Park in Colorado, United States

Caribou Ranch Open Space Park is a park located near Nederland, Colorado. It has over 3.14 miles of trail for recreational visitors. It is open to hikers, horseback riders, and trail runners. Mountain bikes and dogs are not allowed in the park area. This park is connected to Mud Lake Open Space Park by the Caribou Ranch Link. Caribou Ranch is closed April 1 through June 30 to protect spring migratory birds and elk calving and rearing.

==History==
The park is currently managed by Boulder County Parks and Open Space. Like many areas in Colorado, it was first occupied by nomadic Native American Tribes. In the late 1800s, the mining industry moved in and established the area. The Blue Bird Mine Complex was a silver mine from that era and can still be seen in the park today. During the summer, recreational visitors would visit the area via the railroad.

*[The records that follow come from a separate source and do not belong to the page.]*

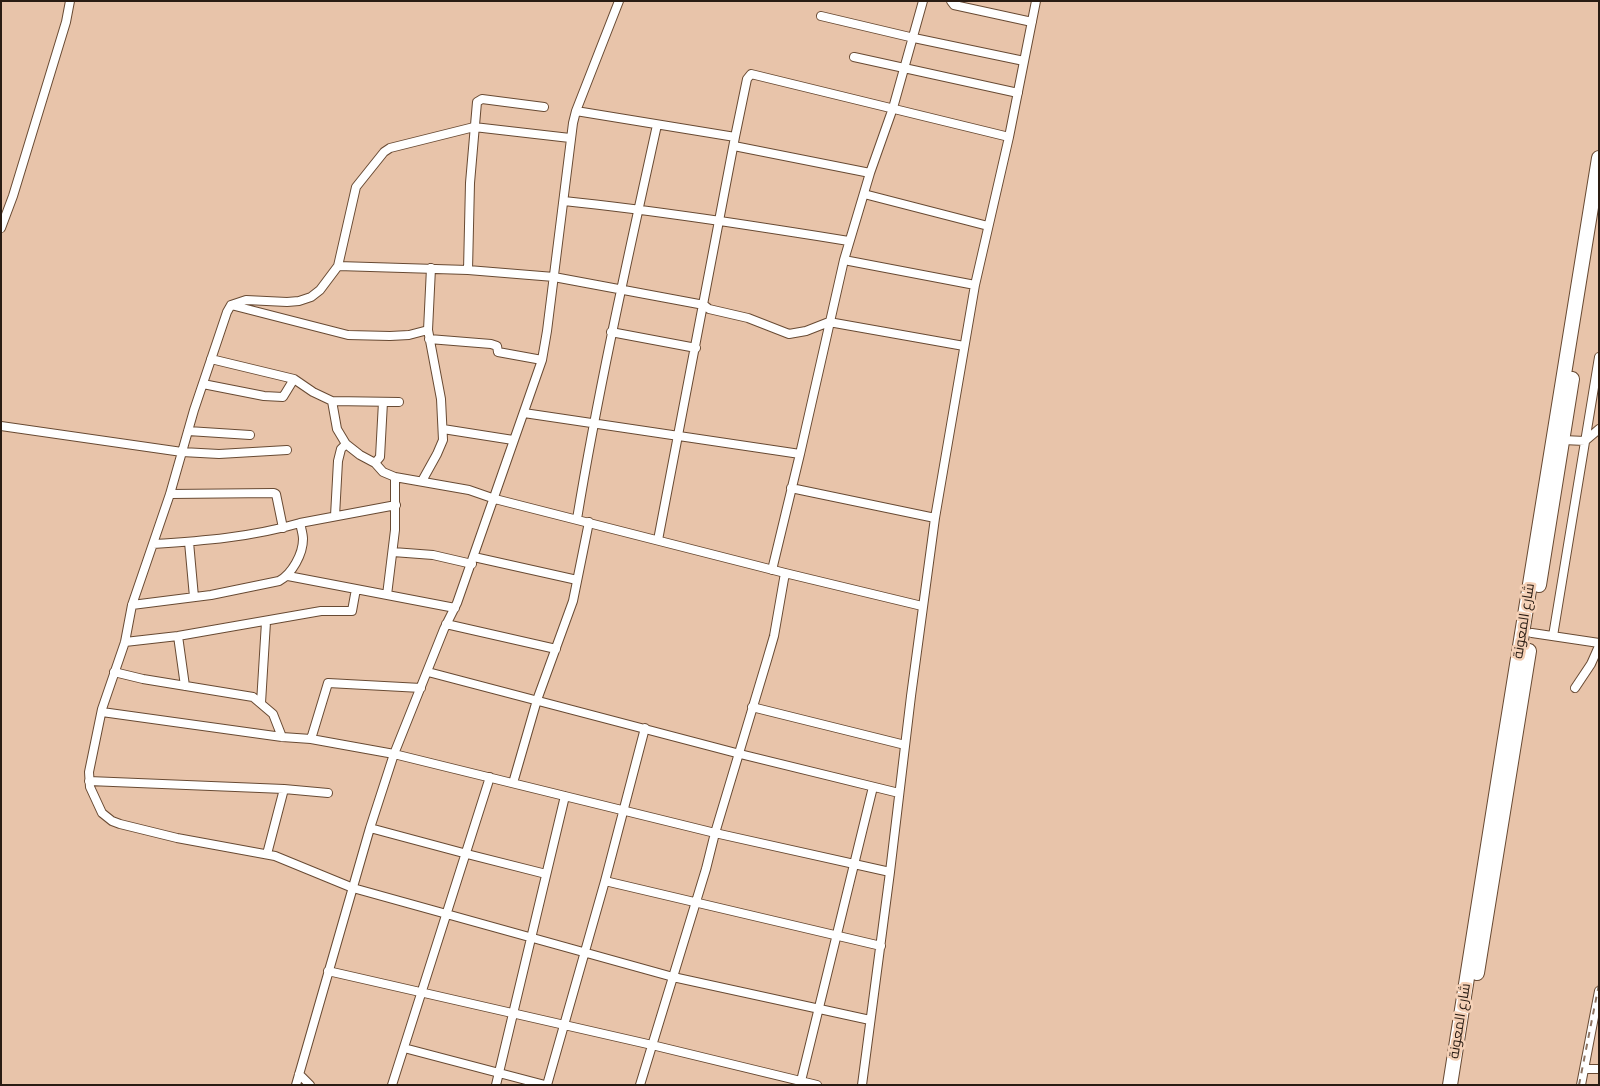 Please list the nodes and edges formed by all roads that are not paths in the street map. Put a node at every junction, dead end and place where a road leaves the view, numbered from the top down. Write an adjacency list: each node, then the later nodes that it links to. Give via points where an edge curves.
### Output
1 (70, 1): 29 (street)
2 (619, 1): 15 (street)
3 (923, 1): 8 (street)
4 (952, 1): 7 (street, via 954,5)
5 (1036, 1): 7 (street)
6 (821, 16): 8 (street)
7 (1032, 22): 10 (street)
8 (914, 38): 10 (street); 11 (street)
9 (854, 57): 11 (street)
10 (1024, 61): 12 (street)
11 (905, 69): 12 (street); 14 (street)
12 (1018, 93): 18 (street)
13 (544, 107): 17 (street, via 478,100)
14 (893, 108): 18 (street); 20 (street, via 751,74 747,79); 22 (street)
15 (576, 111): 16 (street); 19 (street)
16 (657, 125): 20 (street); 25 (street)
17 (474, 127): 19 (street); 32 (street, via 390,148 380,155 356,188); 34 (street)
18 (1009, 137): 28 (street)
19 (570, 138): 24 (street)
20 (734, 142): 22 (street); 27 (street)
21 (1599, 158): 167 (highway, شارع المعونة)
22 (870, 173): 23 (street)
23 (864, 194): 28 (street); 30 (street)
24 (564, 200): 25 (street); 35 (street)
25 (638, 208): 27 (street); 37 (street)
26 (1599, 215): 63 (highway, شارع المعونة)
27 (719, 220): 30 (street); 39 (street)
28 (988, 226): 36 (street)
29 (1, 228)
30 (849, 241): 31 (street)
31 (844, 260): 36 (street); 40 (street)
32 (338, 266): 33 (street); 38 (street, via 320,290 299,301 252,299)
33 (431, 268): 34 (street); 41 (street)
34 (468, 270): 35 (street)
35 (554, 277): 37 (street); 48 (street)
36 (975, 285): 44 (street)
37 (620, 289): 39 (street); 42 (street)
38 (231, 305): 41 (street, via 348,335 409,335); 47 (street)
39 (704, 305): 40 (street, via 788,334); 45 (street)
40 (829, 322): 44 (street); 68 (street)
41 (428, 330): 43 (street)
42 (611, 332): 45 (street); 55 (street)
43 (429, 339): 48 (street, via 491,344 497,346 498,352); 57 (street)
44 (964, 346): 77 (street)
45 (696, 348): 61 (street)
46 (1599, 358): 64 (street)
47 (211, 359): 49 (street); 50 (street)
48 (542, 360): 54 (street)
49 (294, 379): 50 (street, via 283,397); 51 (street)
50 (203, 384): 59 (street)
51 (332, 401): 52 (street); 65 (street, via 337,429)
52 (383, 402): 53 (street); 69 (street, via 380,457)
53 (399, 402)
54 (524, 413): 55 (street); 62 (street)
55 (593, 423): 61 (street); 78 (street)
56 (1, 426): 67 (street)
57 (443, 428): 62 (street); 71 (street, via 440,448)
58 (1599, 429): 64 (street)
59 (188, 431): 60 (street); 67 (street)
60 (250, 435)
61 (679, 436): 68 (street); 82 (street)
62 (514, 440): 74 (street)
63 (1563, 440): 64 (street); 99 (highway, شارع المعونة)
64 (1585, 441): 101 (street)
65 (346, 444): 69 (street); 76 (street, via 338,461)
66 (287, 450): 67 (street, via 220,454)
67 (182, 452): 73 (street)
68 (800, 454): 72 (street)
69 (375, 463): 70 (street, via 383,472)
70 (395, 477): 71 (street); 75 (street)
71 (422, 481): 74 (street, via 469,490)
72 (791, 488): 77 (street); 87 (street)
73 (170, 494): 81 (street, via 274,493); 84 (street)
74 (495, 499): 78 (street); 86 (street)
75 (396, 505): 76 (street); 85 (street)
76 (335, 516): 80 (street)
77 (936, 518): 95 (street)
78 (577, 519): 79 (street)
79 (588, 522): 82 (street); 90 (street)
80 (300, 523): 81 (street); 89 (street, via 302,546)
81 (284, 528): 83 (street)
82 (658, 540): 87 (street)
83 (189, 542): 84 (street); 93 (street)
84 (153, 544): 94 (street)
85 (393, 552): 86 (street); 92 (street)
86 (473, 560): 90 (street); 96 (street)
87 (772, 570): 88 (street)
88 (785, 573): 95 (street); 112 (street, via 774,636)
89 (288, 576): 91 (street); 93 (street, via 274,583)
90 (577, 580): 104 (street)
91 (356, 589): 92 (street); 97 (street, via 352,611 322,611)
92 (387, 595): 96 (street)
93 (194, 597): 94 (street)
94 (132, 605): 102 (street)
95 (922, 606): 117 (street)
96 (455, 608): 98 (street)
97 (266, 622): 100 (street); 111 (street)
98 (446, 624): 104 (street); 106 (street)
99 (1532, 633): 101 (street); 168 (highway, شارع المعونة)
100 (178, 636): 102 (street); 107 (street)
101 (1553, 636): 103 (street)
102 (125, 642): 105 (street)
103 (1599, 644): 109 (street)
104 (556, 650): 110 (street)
105 (114, 672): 107 (street); 113 (street)
106 (428, 672): 108 (street); 110 (street)
107 (185, 686): 111 (street, via 249,696)
108 (421, 688): 116 (street, via 328,683); 118 (street)
109 (1575, 688)
110 (537, 700): 114 (street); 122 (street)
111 (261, 703): 115 (street, via 273,714)
112 (752, 707): 117 (street); 119 (street)
113 (102, 712): 115 (street); 121 (street)
114 (645, 728): 119 (street); 128 (street)
115 (282, 737): 116 (street)
116 (311, 739): 118 (street)
117 (905, 746): 126 (street)
118 (394, 754): 120 (street); 129 (street)
119 (740, 754): 123 (street); 130 (street)
120 (490, 778): 122 (street); 132 (street)
121 (89, 781): 124 (street); 131 (street, via 98,807 112,821 177,838)
122 (513, 783): 127 (street)
123 (873, 787): 126 (street); 133 (street)
124 (284, 789): 125 (street); 131 (street)
125 (328, 793)
126 (899, 793): 134 (street)
127 (565, 796): 128 (street); 135 (street)
128 (624, 811): 130 (street); 136 (street)
129 (370, 828): 132 (street); 137 (street)
130 (716, 833): 133 (street); 138 (street)
131 (267, 854): 137 (street)
132 (467, 854): 135 (street); 139 (street)
133 (855, 864): 134 (street); 140 (street)
134 (890, 872): 142 (street)
135 (546, 874): 141 (street)
136 (605, 880): 138 (street); 143 (street)
137 (353, 888): 139 (street); 144 (street)
138 (696, 902): 140 (street); 145 (street)
139 (448, 914): 141 (street); 147 (street)
140 (837, 936): 142 (street); 148 (street)
141 (531, 937): 143 (street); 149 (street)
142 (881, 946): 150 (street)
143 (584, 952): 145 (street); 151 (street)
144 (328, 971): 147 (street); 157 (street)
145 (673, 977): 148 (street); 152 (street)
146 (1599, 991): 154 (street)
147 (422, 992): 149 (street); 153 (street)
148 (819, 1009): 150 (street); 158 (street)
149 (512, 1014): 151 (street); 156 (street)
150 (870, 1020): 166 (street)
151 (563, 1025): 152 (street); 163 (street)
152 (652, 1045): 158 (street); 164 (street)
153 (404, 1048): 156 (street); 161 (street)
154 (1584, 1069): 155 (street); 169 (street)
155 (1599, 1069)
156 (498, 1072): 162 (street); 163 (street)
157 (299, 1074): 159 (street); 160 (street)
158 (800, 1083): 165 (street)
159 (296, 1085)
160 (310, 1085)
161 (392, 1085)
162 (496, 1085)
163 (546, 1085)
164 (640, 1085)
165 (817, 1085)
166 (862, 1085)
167 (1450, 1085)
168 (1459, 1085)
169 (1580, 1085)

In the 1930s, the area was used to breed Arabian horses by Lynn W. Van Vleet. Then in 1971, the land was purchased and one of the barns was converted into the Caribou Ranch recording studio.

==Wildlife==
Caribou Ranch Open Space hosts many species of wildlife including elk, migratory birds, black bear, mountain lion, coyote, mule deer, bobcat, bat, moose, beaver, and short tailed weasel.